*Task input*.
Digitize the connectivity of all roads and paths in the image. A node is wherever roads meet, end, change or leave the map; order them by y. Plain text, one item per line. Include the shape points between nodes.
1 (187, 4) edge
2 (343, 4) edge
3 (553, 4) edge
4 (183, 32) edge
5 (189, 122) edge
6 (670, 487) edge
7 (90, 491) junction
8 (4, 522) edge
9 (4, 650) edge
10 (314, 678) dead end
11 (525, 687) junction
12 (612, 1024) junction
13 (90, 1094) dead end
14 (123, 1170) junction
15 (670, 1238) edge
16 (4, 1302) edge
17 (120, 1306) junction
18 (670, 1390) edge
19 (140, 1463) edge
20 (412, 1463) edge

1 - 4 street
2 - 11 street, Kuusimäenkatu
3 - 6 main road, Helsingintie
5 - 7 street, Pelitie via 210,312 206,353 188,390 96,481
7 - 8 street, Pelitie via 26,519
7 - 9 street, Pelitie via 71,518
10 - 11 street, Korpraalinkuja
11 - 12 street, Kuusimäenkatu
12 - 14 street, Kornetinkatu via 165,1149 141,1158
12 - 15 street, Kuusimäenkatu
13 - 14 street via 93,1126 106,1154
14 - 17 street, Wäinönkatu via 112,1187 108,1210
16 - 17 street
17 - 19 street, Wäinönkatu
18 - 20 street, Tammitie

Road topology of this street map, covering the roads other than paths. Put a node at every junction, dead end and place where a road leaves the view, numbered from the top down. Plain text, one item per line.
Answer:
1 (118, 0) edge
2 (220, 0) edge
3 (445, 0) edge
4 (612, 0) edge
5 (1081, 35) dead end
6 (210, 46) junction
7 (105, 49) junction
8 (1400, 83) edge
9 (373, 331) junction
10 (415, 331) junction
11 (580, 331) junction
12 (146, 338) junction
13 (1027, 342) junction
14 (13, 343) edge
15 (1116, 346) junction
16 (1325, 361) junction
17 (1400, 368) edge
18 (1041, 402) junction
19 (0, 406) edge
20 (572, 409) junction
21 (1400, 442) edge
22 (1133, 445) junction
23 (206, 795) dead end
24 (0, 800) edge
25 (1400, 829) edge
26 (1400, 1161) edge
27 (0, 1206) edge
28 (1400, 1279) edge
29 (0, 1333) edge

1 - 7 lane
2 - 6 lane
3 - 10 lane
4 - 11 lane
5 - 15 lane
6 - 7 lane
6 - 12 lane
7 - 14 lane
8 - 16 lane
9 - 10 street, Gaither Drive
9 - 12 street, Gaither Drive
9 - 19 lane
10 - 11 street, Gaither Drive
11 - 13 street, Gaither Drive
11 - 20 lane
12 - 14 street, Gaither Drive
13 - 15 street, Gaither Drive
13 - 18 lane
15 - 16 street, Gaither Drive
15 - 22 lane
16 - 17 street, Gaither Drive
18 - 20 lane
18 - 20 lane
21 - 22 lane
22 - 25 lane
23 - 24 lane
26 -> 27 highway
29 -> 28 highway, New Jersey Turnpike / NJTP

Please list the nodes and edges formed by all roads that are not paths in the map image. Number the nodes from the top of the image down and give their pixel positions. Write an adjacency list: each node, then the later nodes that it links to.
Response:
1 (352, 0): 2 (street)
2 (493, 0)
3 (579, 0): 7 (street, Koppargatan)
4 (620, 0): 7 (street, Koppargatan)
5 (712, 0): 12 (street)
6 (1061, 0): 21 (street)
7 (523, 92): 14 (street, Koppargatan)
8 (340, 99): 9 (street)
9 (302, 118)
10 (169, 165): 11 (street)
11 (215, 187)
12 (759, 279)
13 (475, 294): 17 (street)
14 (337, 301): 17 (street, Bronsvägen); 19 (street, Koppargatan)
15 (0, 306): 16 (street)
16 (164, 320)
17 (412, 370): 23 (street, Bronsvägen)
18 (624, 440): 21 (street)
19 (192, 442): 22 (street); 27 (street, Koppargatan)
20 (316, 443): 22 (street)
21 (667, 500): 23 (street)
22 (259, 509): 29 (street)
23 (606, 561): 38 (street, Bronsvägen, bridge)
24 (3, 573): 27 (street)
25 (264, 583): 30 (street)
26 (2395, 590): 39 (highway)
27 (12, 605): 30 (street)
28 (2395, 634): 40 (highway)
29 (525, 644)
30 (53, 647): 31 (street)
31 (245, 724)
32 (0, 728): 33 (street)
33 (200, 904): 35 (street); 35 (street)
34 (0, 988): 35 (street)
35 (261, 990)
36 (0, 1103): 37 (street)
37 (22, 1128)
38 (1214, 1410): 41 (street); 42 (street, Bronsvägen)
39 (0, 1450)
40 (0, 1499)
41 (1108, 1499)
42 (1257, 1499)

*Task objective*.
For the lines from the one containing "Please list the" through the end of the listing above, output each exactly and leave out the rest.

*Exercise result*.
Please list the nodes and edges formed by all roads that are not paths in the map image. Number the nodes from the top of the image down and give their pixel positions. Write an adjacency list: each node, then the later nodes that it links to.
Response:
1 (352, 0): 2 (street)
2 (493, 0)
3 (579, 0): 7 (street, Koppargatan)
4 (620, 0): 7 (street, Koppargatan)
5 (712, 0): 12 (street)
6 (1061, 0): 21 (street)
7 (523, 92): 14 (street, Koppargatan)
8 (340, 99): 9 (street)
9 (302, 118)
10 (169, 165): 11 (street)
11 (215, 187)
12 (759, 279)
13 (475, 294): 17 (street)
14 (337, 301): 17 (street, Bronsvägen); 19 (street, Koppargatan)
15 (0, 306): 16 (street)
16 (164, 320)
17 (412, 370): 23 (street, Bronsvägen)
18 (624, 440): 21 (street)
19 (192, 442): 22 (street); 27 (street, Koppargatan)
20 (316, 443): 22 (street)
21 (667, 500): 23 (street)
22 (259, 509): 29 (street)
23 (606, 561): 38 (street, Bronsvägen, bridge)
24 (3, 573): 27 (street)
25 (264, 583): 30 (street)
26 (2395, 590): 39 (highway)
27 (12, 605): 30 (street)
28 (2395, 634): 40 (highway)
29 (525, 644)
30 (53, 647): 31 (street)
31 (245, 724)
32 (0, 728): 33 (street)
33 (200, 904): 35 (street); 35 (street)
34 (0, 988): 35 (street)
35 (261, 990)
36 (0, 1103): 37 (street)
37 (22, 1128)
38 (1214, 1410): 41 (street); 42 (street, Bronsvägen)
39 (0, 1450)
40 (0, 1499)
41 (1108, 1499)
42 (1257, 1499)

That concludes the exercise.